How long do you think until AI writes and debugs code better than the average programmer?

PumpkinDrama@reddthat.com · edit-2 10 months ago

How long do you think until AI writes and debugs code better than the average programmer?

stinerman [Ohio]@midwest.social · 10 months ago

The code has always been the easy part. The hard part is getting requirements that make sense. It will continue to be the case with bots doing the coding.

2xsaiko@discuss.tchncs.de · 10 months ago

Yes. This is the new “visual programming will make executives be able to write programs themselves” but this time the technology (assuming OP means LLMs since both the ones in his image post seem to be LLMs) is completely unsuitable from the start.

ezchili@iusearchlinux.fyi · edit-2 10 months ago

I’ve had 100% failure rate on simple requirements that require a simple spin on well known solutions

“Make a pathfinding function for a 2d grid” - fine

“Make a pathfinding function for a 2d grid, but we can only move 15 cells at a time” - fails on lesser models, it keeps clinging to pulling you the same A* as the first one

“Make a pathfinding function for a 2d grid, but we can only move 15 cells at a time, also, some cells are on fire and must be avoided if possible, but if there is no other path possible then you’re allowed to use fire cells as fallback” - Never works

There for that last one, none of the models give a solution that fits the very simple requirement. It will either always avoid fire or give fire a higher cost, which is not at all a fitting solution

High costs means if you’ve got a path that’s 15 tiles long without fire, but way shorter with fire, then sure, some fire is fine! And if you could walk 15 tiles and go to your destination but need to walk on 1 fire, then it will count that as 15-something and that’s too long.

Except no, that’s not what you asked.

If you try and tell it that, gpt4 flip flops between avoiding fire and touching the price of tiles

It fails because all the literature on pathfinding talks about is the default approach, and cost heuristic functions. That won’t cut it here, you have to touch the meat of the algorithm and no one ever covers that (because that’s just programming, it depends on what you need to do there are infinite ways you could do it, to fit infinite business requirements)

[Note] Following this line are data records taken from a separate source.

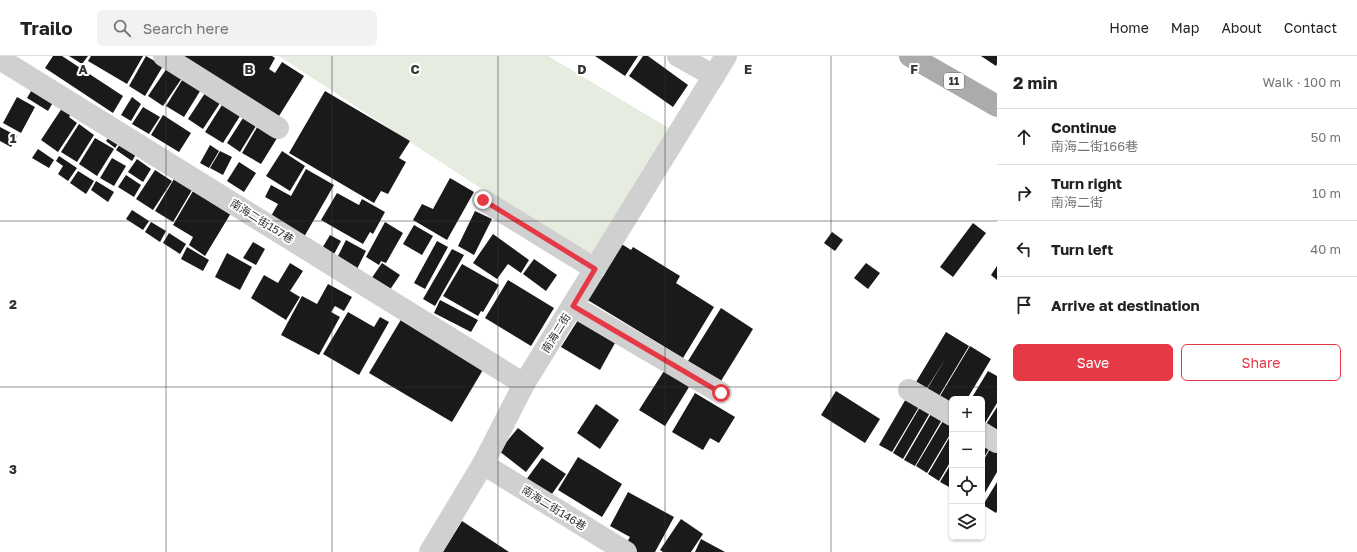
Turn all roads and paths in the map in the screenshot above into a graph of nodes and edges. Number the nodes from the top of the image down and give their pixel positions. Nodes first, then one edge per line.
1 (164, 56) edge
2 (678, 56) edge
3 (726, 56) edge
4 (910, 56) edge
5 (0, 59) edge
6 (714, 76) junction
7 (997, 106) edge
8 (278, 128) dead end
9 (483, 200) dead end
10 (595, 269) junction
11 (573, 306) junction
12 (524, 384) junction
13 (909, 390) dead end
14 (721, 393) dead end
15 (949, 414) edge
16 (985, 435) edge
17 (997, 442) edge
18 (483, 464) junction
19 (430, 552) edge
20 (626, 552) edge

1 - 8 street
2 - 6 street
3 - 6 street, 南海二街
4 - 7 main road, 11
5 - 12 street, 南海二街157巷
6 - 10 street, 南海二街
9 - 10 street
10 - 11 street, 南海二街
11 - 12 street, 南海二街
11 - 14 street
12 - 18 street, 南海二街
13 - 15 street
16 - 17 street
18 - 19 street, 南海二街
18 - 20 street, 南海二街146巷

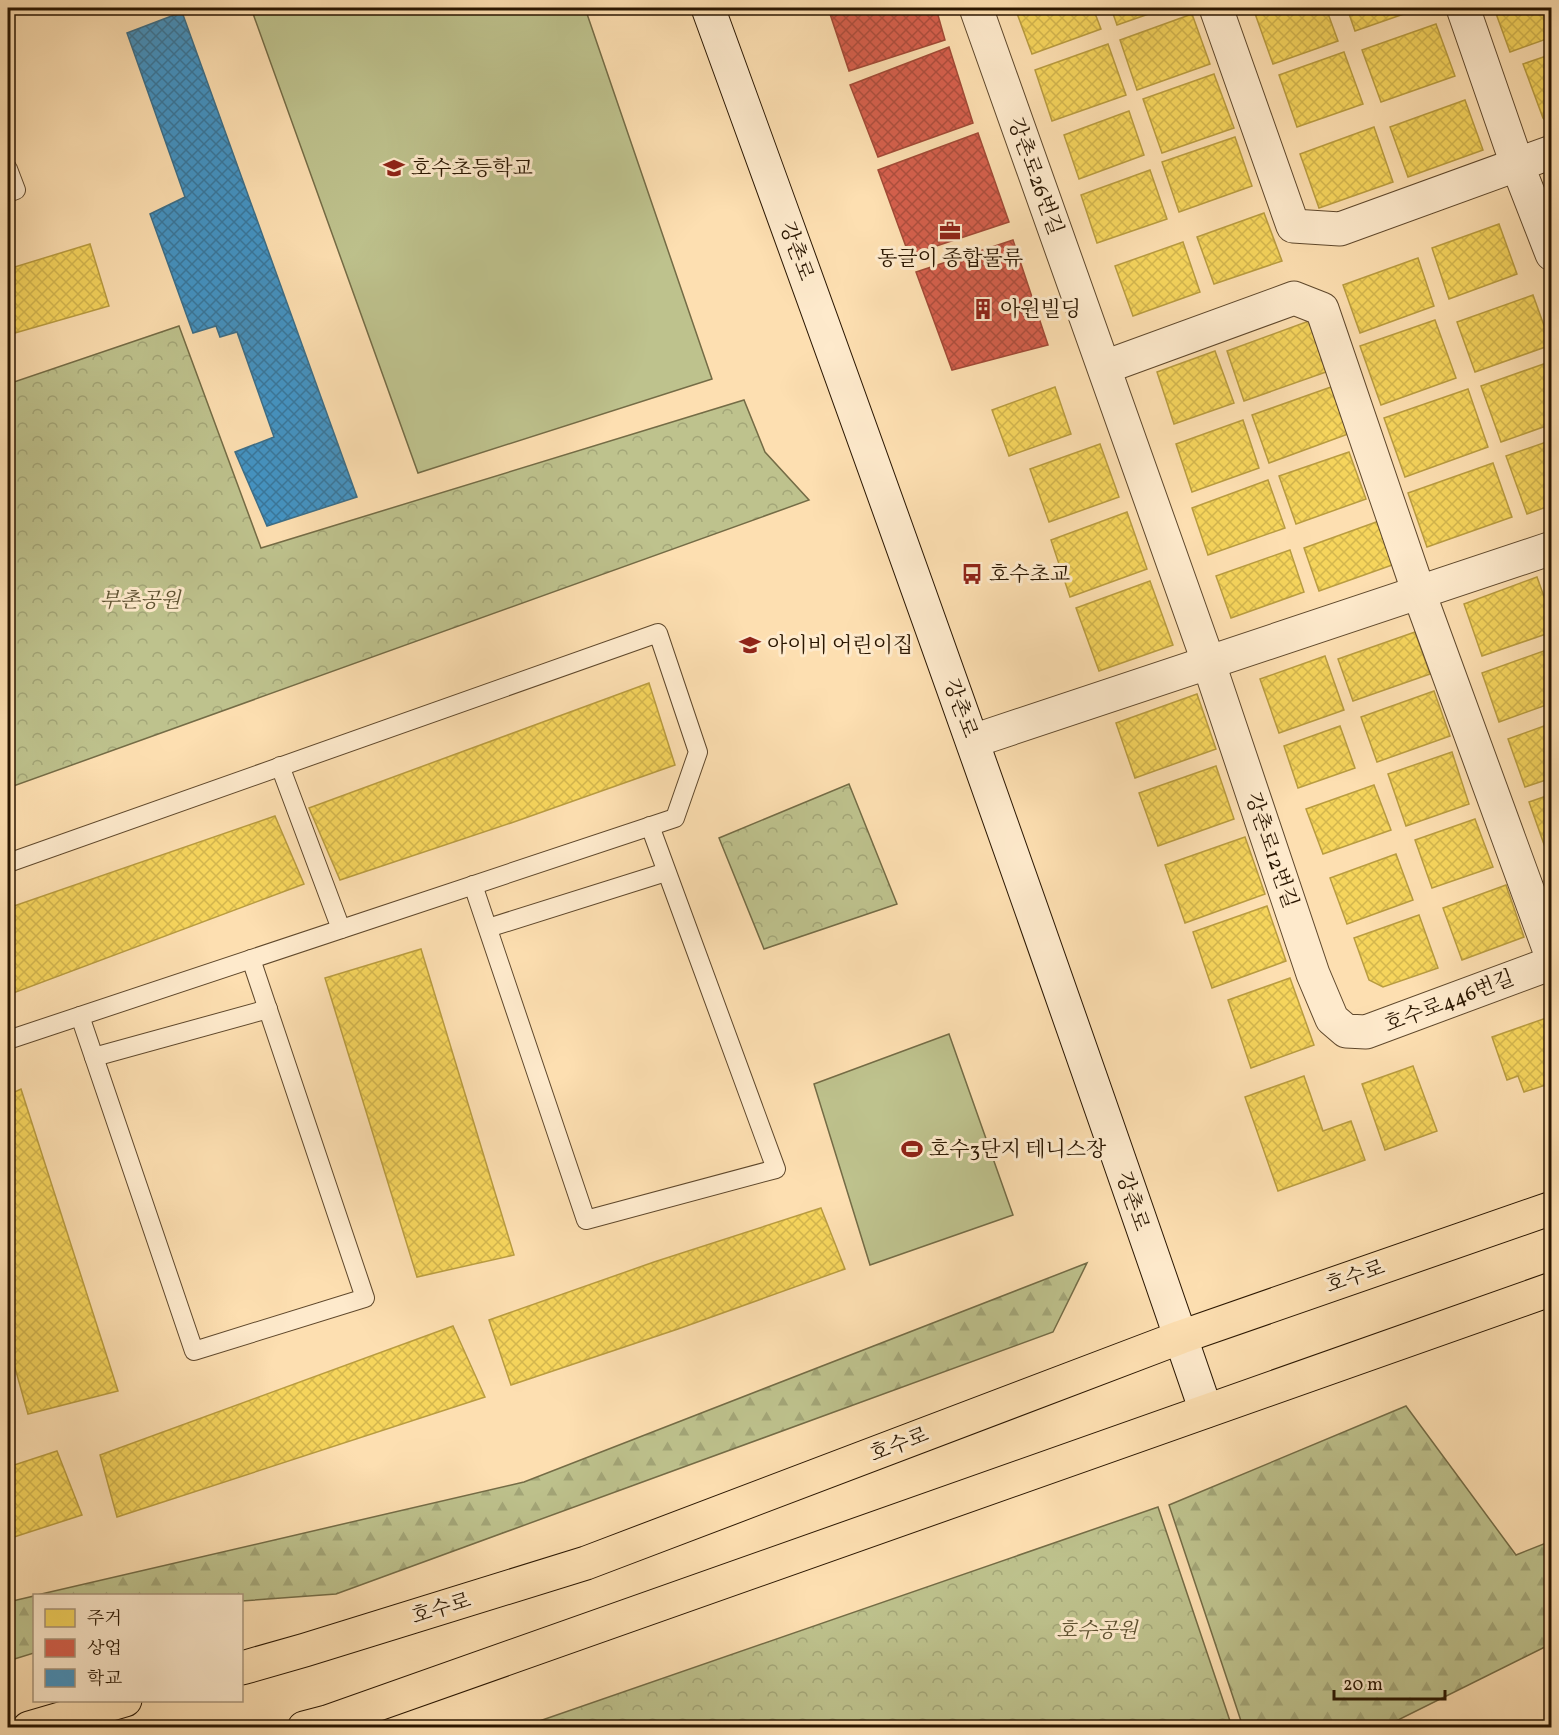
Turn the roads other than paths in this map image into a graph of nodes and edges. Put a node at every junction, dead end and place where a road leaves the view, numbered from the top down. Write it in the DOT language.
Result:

dQw4w9WgXcQ@lemm.ee · 10 months ago

I’ve had a lot more success in debugging than in writing code. I had a problem with adjusting the sample rate of a certain metrics framework in a java application, and stackoverflow failed me, both when searching for an aswer and when asking the question. However, when I in some desperation asked GPT 3.5, I received a great answer which pinpointed the necessary adjustment.

However, asking it to write simple code snippets, i.e. for migrating to a different elasticsearch client framework, has not been great. I’m often met with the confident wrong answers.

JohnDClay@sh.itjust.works · 10 months ago

The average person who has programmed something, or the average professional career programmer? I doubt the AI will be great a dealing with the really weird bugs and conflicts any time soon.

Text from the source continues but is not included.